EXERCISE PROMPT ▸ Whenever a line of the entries below holds the string "numbered", copy that line and return it.

RECORDED INFORMATION ▸
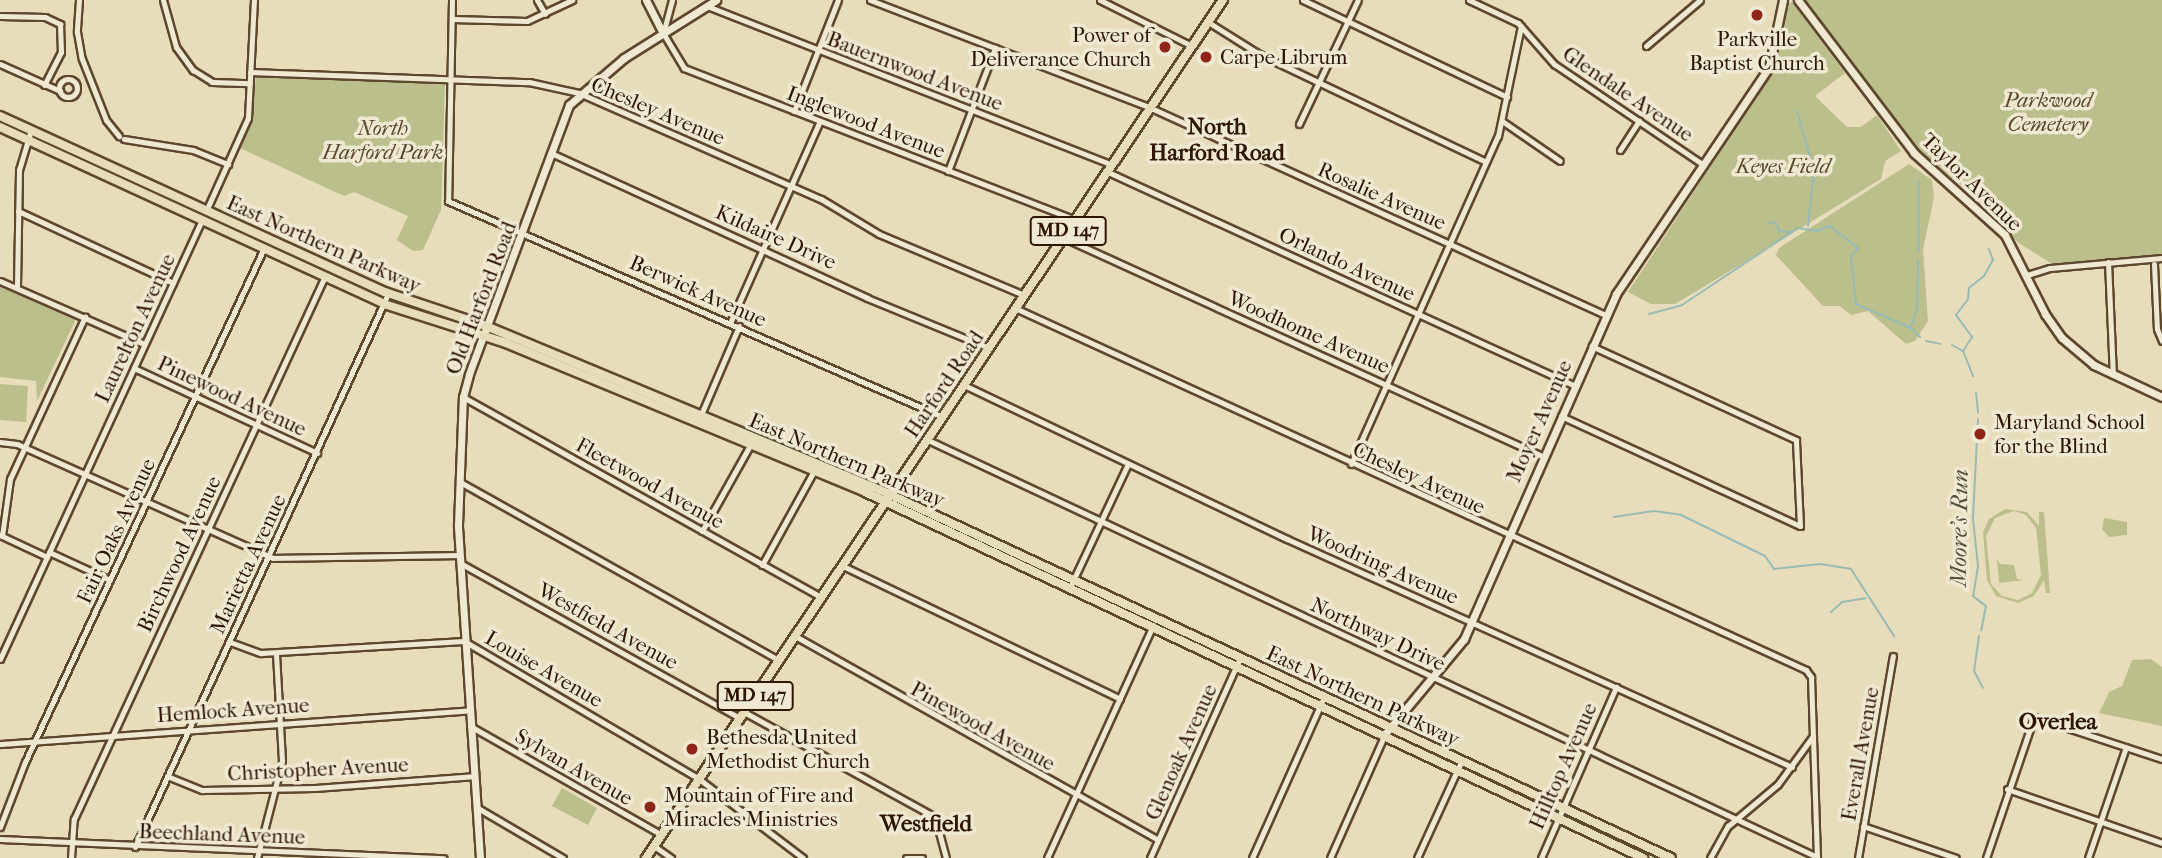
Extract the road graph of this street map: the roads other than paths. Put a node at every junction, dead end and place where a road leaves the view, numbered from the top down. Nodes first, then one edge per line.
==
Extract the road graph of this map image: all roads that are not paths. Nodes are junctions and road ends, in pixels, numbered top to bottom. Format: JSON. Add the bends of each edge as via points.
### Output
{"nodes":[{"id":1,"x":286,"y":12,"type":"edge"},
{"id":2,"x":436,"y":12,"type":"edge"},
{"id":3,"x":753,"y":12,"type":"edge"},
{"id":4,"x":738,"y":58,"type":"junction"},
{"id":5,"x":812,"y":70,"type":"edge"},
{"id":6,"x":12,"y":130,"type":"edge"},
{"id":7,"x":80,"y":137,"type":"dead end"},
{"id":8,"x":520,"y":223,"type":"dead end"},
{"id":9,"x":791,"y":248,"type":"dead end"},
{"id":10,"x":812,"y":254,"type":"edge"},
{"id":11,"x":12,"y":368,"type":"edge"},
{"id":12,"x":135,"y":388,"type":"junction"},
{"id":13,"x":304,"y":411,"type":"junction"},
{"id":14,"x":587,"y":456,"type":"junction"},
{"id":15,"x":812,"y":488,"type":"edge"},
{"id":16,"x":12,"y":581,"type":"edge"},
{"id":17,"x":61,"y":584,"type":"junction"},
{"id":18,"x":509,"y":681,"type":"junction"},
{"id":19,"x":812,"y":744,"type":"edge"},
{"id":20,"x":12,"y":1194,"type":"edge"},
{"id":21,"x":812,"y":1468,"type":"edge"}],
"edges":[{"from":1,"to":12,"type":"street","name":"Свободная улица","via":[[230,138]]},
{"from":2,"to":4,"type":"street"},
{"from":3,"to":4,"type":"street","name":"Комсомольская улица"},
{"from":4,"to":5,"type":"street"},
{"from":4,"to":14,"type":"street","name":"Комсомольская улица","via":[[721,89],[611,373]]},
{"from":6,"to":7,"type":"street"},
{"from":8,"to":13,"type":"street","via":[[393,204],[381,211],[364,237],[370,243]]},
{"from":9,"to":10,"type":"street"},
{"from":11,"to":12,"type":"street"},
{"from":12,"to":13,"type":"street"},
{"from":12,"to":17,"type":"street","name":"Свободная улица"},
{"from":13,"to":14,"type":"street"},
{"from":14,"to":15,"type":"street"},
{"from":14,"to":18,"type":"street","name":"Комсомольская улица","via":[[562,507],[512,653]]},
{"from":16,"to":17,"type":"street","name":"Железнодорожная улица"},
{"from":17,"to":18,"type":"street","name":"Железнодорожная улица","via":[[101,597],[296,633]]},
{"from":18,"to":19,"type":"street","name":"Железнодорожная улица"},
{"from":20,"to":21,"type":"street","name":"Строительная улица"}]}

EXPECTED ANSWER ▸
Extract the road graph of this street map: the roads other than paths. Put a node at every junction, dead end and place where a road leaves the view, numbered from the top down. Nodes first, then one edge per line.
Extract the road graph of this map image: all roads that are not paths. Nodes are junctions and road ends, in pixels, numbered top to bottom. Format: JSON. Add the bends of each edge as via points.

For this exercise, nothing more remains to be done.